Count every line in the entries that holds the word "Juárez". The reply is that count alone.

(Saved entries)
________________________________________

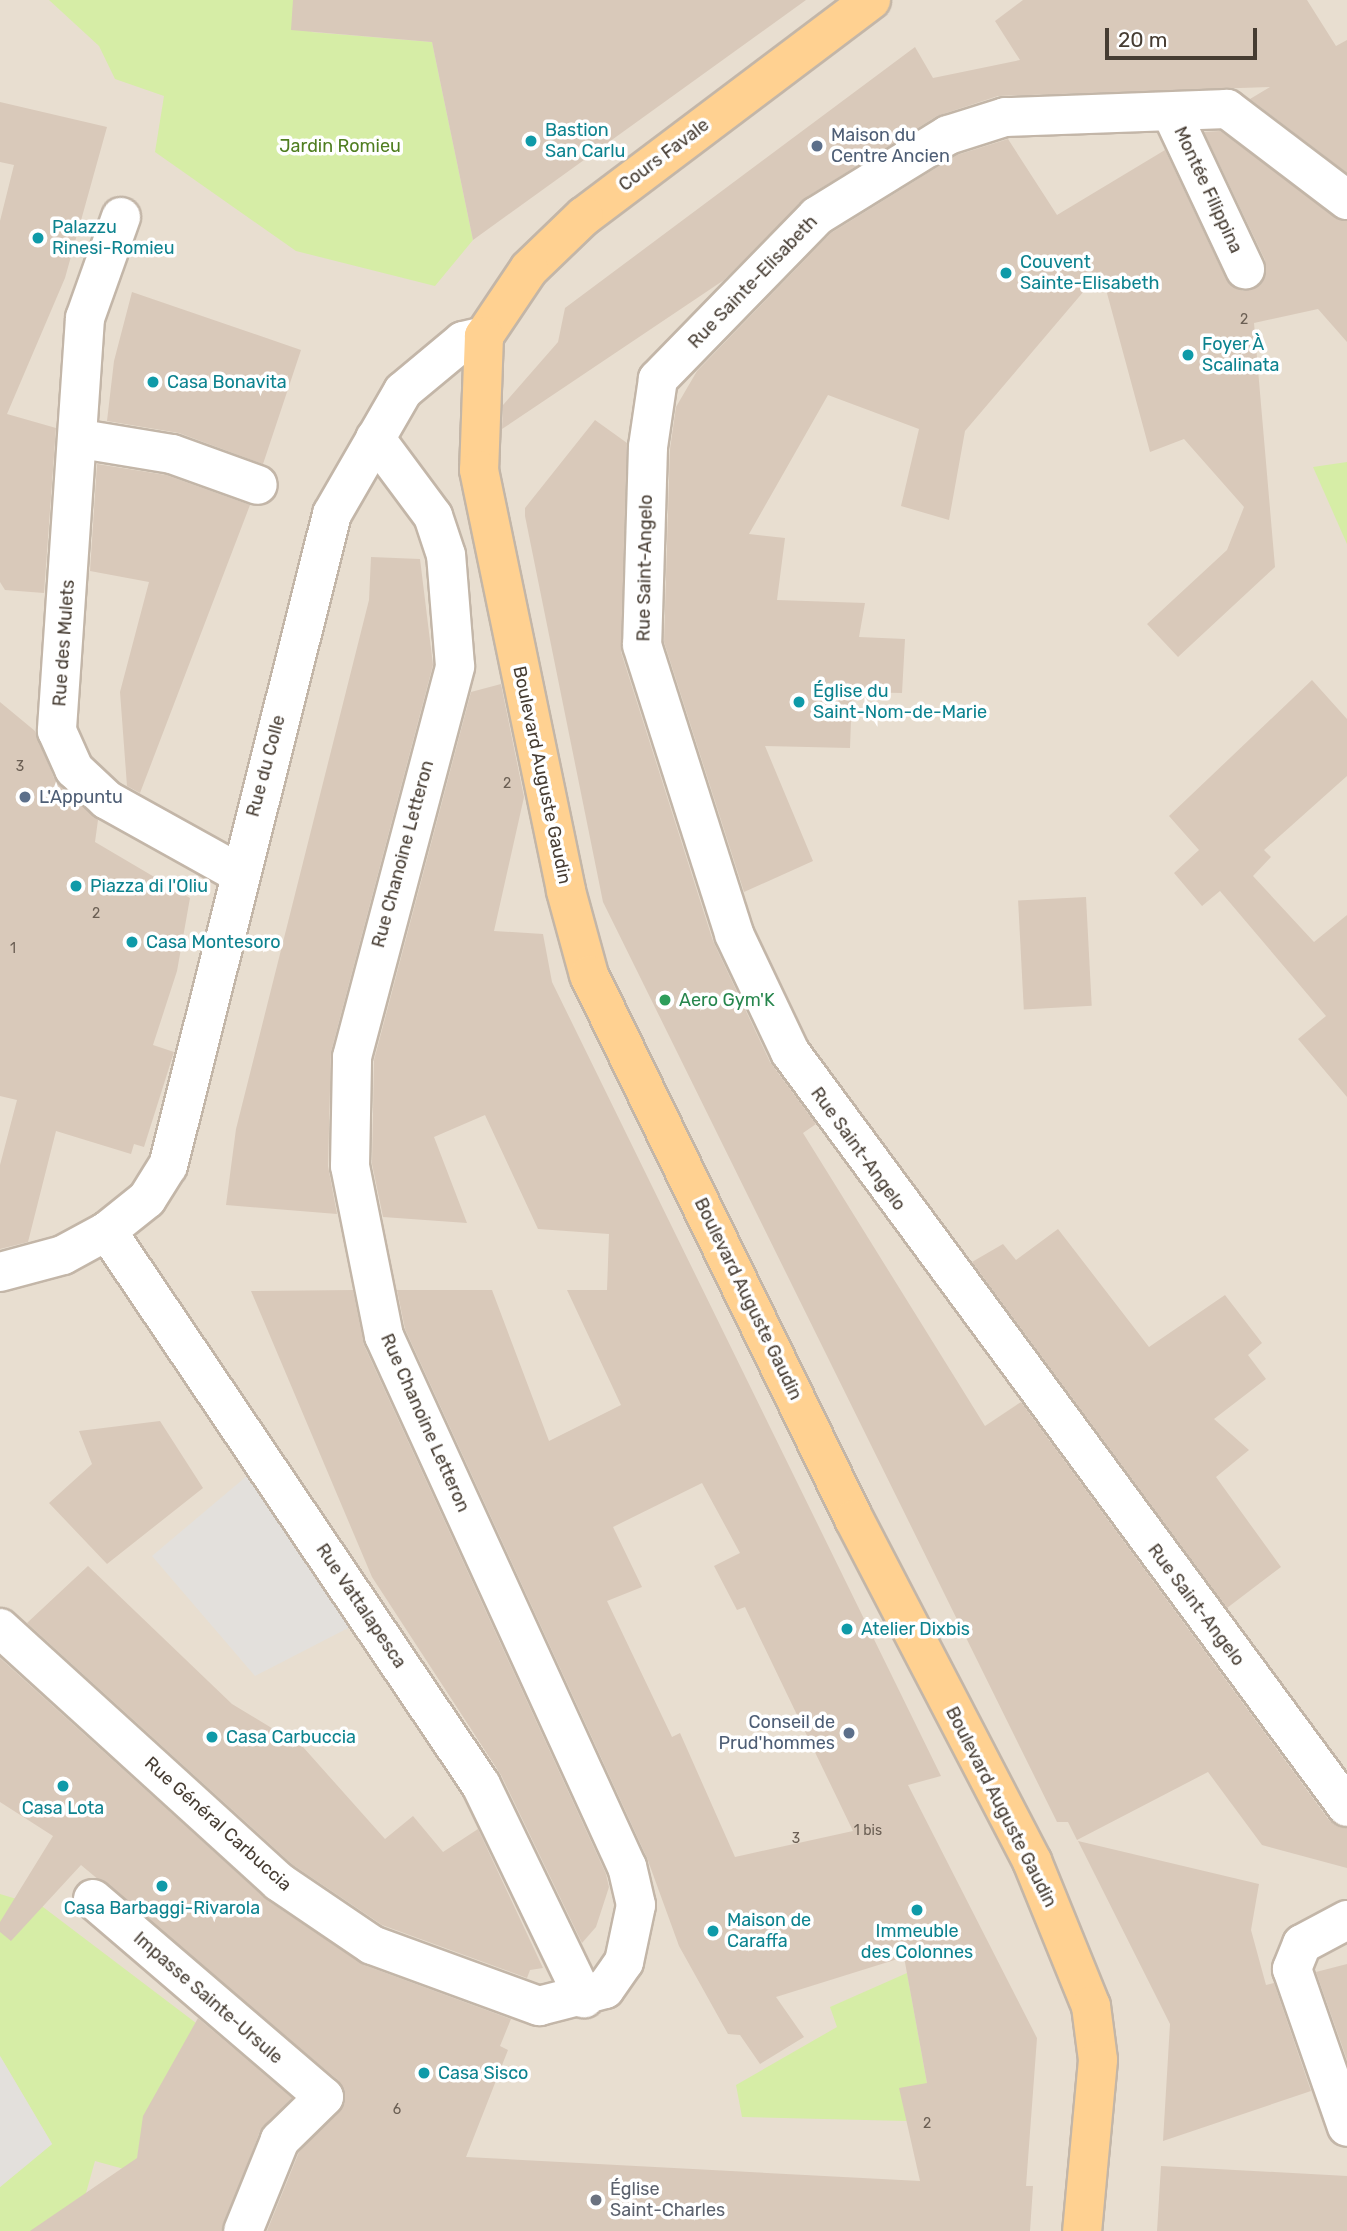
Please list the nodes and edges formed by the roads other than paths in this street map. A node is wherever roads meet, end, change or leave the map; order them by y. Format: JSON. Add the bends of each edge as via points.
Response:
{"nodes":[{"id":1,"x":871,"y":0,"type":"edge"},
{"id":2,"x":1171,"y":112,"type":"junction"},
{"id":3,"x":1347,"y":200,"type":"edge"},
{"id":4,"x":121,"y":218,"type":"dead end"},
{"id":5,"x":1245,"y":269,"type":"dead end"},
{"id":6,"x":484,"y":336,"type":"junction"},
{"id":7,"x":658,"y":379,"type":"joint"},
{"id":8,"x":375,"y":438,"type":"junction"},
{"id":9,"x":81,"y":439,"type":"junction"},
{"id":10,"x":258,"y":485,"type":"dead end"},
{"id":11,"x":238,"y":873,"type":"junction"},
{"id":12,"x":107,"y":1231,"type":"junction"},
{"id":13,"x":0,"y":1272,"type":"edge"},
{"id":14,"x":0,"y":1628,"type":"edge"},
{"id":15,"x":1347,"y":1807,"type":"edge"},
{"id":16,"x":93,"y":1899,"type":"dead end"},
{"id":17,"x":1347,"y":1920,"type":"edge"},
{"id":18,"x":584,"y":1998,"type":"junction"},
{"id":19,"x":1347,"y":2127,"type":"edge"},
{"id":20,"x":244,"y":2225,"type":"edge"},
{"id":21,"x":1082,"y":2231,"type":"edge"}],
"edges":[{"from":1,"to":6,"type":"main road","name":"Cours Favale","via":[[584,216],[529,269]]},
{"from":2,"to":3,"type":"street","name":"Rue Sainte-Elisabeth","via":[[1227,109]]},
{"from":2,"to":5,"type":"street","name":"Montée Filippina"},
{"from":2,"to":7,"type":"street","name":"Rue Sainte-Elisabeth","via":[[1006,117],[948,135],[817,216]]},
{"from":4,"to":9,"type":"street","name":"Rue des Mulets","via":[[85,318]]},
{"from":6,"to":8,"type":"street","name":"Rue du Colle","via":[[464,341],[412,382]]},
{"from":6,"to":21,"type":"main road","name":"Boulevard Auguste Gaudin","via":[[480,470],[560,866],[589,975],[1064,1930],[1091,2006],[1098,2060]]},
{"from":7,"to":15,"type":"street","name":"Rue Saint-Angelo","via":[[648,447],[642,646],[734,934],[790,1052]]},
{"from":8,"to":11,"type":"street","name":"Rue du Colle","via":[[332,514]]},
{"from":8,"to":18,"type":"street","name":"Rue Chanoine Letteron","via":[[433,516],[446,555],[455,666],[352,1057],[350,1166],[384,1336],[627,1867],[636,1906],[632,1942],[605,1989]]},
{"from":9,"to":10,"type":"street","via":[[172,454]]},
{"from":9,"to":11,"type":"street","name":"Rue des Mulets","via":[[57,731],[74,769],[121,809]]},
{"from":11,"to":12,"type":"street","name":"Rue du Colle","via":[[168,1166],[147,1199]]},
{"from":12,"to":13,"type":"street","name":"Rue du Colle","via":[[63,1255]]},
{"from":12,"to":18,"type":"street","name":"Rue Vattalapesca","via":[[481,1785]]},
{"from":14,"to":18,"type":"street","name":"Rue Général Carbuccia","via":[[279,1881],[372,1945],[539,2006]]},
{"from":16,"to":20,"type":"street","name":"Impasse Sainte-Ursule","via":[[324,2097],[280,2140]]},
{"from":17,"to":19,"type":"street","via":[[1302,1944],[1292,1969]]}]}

________________________________________

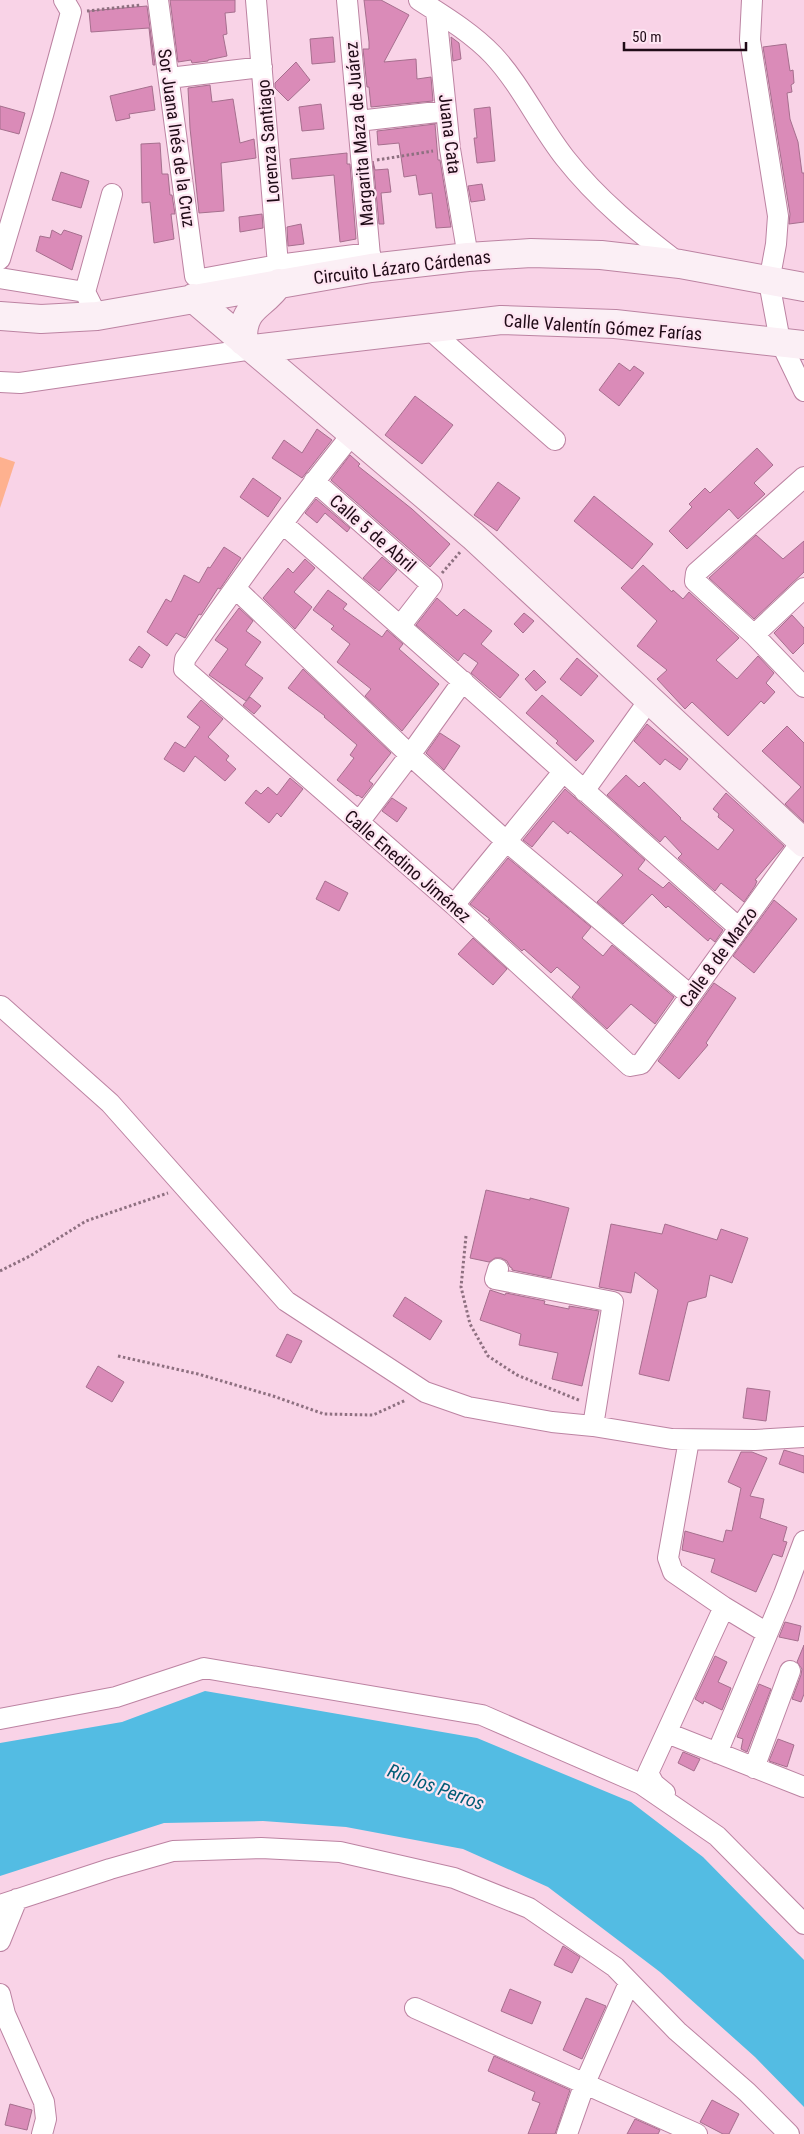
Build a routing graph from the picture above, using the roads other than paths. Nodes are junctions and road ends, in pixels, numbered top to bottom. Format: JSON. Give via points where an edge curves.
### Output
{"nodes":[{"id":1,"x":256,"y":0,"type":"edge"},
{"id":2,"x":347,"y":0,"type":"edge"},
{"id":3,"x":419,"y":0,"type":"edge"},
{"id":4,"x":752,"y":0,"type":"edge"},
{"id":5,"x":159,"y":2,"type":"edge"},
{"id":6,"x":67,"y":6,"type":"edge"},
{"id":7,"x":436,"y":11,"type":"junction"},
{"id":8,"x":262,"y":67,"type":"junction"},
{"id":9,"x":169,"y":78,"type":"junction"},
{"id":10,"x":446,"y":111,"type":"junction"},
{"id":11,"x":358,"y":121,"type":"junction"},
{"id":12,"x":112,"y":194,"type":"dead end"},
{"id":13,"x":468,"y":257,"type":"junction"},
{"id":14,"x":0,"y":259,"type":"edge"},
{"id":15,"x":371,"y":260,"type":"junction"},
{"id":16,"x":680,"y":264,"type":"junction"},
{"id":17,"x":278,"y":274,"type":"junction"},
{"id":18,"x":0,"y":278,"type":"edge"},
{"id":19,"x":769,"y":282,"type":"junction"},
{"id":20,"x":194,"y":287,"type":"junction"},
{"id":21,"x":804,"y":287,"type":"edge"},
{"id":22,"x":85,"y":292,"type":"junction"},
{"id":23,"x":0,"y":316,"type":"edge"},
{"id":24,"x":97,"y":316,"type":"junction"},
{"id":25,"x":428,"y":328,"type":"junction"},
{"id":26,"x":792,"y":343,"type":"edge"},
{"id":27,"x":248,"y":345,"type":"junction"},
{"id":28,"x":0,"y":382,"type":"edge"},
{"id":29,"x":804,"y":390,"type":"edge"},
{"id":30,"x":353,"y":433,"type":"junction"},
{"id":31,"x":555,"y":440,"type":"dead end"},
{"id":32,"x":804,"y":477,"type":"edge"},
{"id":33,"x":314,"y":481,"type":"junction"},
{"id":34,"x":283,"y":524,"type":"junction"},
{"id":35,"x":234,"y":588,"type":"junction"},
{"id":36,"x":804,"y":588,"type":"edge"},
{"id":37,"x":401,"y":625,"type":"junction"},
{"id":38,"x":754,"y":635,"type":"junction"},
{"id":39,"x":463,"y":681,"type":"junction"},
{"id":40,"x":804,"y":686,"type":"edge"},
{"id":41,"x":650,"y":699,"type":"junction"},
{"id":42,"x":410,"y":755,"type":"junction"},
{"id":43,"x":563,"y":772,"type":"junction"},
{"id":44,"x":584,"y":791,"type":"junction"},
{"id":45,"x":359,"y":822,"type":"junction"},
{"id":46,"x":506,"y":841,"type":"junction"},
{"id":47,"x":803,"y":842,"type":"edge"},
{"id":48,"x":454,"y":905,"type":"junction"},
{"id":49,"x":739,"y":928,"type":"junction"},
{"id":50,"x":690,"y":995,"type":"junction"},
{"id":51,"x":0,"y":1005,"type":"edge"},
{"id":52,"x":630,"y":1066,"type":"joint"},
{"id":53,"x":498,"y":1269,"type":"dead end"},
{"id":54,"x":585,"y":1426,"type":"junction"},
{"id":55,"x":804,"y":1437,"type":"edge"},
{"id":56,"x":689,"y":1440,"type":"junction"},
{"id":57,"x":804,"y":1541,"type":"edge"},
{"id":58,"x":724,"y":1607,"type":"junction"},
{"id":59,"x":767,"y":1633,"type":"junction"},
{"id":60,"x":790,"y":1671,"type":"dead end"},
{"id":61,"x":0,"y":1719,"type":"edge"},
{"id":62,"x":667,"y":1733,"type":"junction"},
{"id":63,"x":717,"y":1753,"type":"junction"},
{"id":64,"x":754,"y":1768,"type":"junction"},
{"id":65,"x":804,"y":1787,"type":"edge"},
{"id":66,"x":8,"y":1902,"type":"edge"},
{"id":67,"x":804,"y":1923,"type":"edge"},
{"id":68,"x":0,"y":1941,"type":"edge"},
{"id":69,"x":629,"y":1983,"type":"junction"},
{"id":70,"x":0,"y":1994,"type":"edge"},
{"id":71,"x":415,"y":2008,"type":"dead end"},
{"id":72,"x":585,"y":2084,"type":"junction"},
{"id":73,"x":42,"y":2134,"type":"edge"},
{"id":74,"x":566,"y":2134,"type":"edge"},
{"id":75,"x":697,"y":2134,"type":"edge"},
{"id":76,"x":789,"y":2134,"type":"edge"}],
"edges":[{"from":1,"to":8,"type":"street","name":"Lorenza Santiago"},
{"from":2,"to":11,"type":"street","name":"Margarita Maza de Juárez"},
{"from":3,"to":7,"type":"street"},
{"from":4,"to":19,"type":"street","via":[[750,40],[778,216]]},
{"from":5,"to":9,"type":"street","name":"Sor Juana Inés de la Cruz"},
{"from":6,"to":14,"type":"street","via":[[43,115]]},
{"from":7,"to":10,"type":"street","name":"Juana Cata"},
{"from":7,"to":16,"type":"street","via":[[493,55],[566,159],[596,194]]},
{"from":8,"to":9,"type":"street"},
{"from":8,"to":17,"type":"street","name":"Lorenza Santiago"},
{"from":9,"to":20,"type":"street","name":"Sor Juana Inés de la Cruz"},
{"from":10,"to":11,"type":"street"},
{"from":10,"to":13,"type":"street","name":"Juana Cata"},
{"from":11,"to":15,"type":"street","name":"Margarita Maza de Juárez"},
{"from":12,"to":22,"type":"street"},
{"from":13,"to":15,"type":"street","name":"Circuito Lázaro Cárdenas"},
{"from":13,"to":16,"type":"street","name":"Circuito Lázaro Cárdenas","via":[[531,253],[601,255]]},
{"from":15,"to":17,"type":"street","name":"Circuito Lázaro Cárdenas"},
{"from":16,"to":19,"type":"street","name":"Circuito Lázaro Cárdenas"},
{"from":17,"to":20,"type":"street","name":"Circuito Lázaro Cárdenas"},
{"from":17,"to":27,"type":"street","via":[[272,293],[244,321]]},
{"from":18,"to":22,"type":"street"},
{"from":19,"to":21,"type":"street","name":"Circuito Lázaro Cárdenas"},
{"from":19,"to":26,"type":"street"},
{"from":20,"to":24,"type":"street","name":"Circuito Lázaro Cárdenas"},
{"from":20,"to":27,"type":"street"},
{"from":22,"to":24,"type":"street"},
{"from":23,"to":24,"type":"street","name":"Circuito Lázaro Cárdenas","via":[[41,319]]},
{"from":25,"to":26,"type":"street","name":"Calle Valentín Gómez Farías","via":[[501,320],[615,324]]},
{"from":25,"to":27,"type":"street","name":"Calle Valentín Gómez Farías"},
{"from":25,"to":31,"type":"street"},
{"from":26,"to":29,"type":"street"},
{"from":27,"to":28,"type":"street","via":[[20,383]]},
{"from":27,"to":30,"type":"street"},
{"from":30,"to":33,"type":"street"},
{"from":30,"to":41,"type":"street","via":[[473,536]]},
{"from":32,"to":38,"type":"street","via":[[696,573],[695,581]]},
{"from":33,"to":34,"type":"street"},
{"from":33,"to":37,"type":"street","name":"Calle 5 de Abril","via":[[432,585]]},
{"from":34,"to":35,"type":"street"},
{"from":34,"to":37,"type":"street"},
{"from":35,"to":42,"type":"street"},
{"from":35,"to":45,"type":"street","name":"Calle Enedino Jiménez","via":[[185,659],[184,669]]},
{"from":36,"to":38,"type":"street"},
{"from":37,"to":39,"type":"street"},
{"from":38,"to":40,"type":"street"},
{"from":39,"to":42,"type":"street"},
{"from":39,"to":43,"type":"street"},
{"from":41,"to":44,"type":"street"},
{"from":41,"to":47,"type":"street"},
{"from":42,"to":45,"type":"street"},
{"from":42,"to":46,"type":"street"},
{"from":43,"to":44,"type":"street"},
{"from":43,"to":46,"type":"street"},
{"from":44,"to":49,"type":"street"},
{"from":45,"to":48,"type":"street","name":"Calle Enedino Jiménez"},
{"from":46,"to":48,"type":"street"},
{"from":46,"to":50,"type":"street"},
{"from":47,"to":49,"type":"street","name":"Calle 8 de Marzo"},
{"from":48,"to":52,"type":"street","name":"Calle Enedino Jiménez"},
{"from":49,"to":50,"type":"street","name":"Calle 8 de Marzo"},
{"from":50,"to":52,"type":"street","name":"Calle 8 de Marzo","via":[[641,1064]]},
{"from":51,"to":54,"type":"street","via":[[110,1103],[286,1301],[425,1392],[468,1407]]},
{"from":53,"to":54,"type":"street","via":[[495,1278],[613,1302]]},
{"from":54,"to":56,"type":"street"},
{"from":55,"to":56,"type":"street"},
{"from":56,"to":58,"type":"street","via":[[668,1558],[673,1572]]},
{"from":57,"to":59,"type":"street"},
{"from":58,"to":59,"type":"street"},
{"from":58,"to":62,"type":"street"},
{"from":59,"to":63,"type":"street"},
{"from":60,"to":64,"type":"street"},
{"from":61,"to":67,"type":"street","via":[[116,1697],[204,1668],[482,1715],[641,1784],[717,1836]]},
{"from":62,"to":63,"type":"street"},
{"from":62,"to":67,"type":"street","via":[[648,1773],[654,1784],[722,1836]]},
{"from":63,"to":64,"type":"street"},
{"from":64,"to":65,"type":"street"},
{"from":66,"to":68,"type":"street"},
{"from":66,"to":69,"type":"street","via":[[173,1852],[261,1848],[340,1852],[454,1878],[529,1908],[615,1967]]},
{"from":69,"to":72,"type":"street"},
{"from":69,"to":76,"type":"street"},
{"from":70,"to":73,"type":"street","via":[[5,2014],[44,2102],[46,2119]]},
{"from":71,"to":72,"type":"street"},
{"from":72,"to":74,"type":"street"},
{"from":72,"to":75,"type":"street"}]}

________________________________________

- Answer to this task
2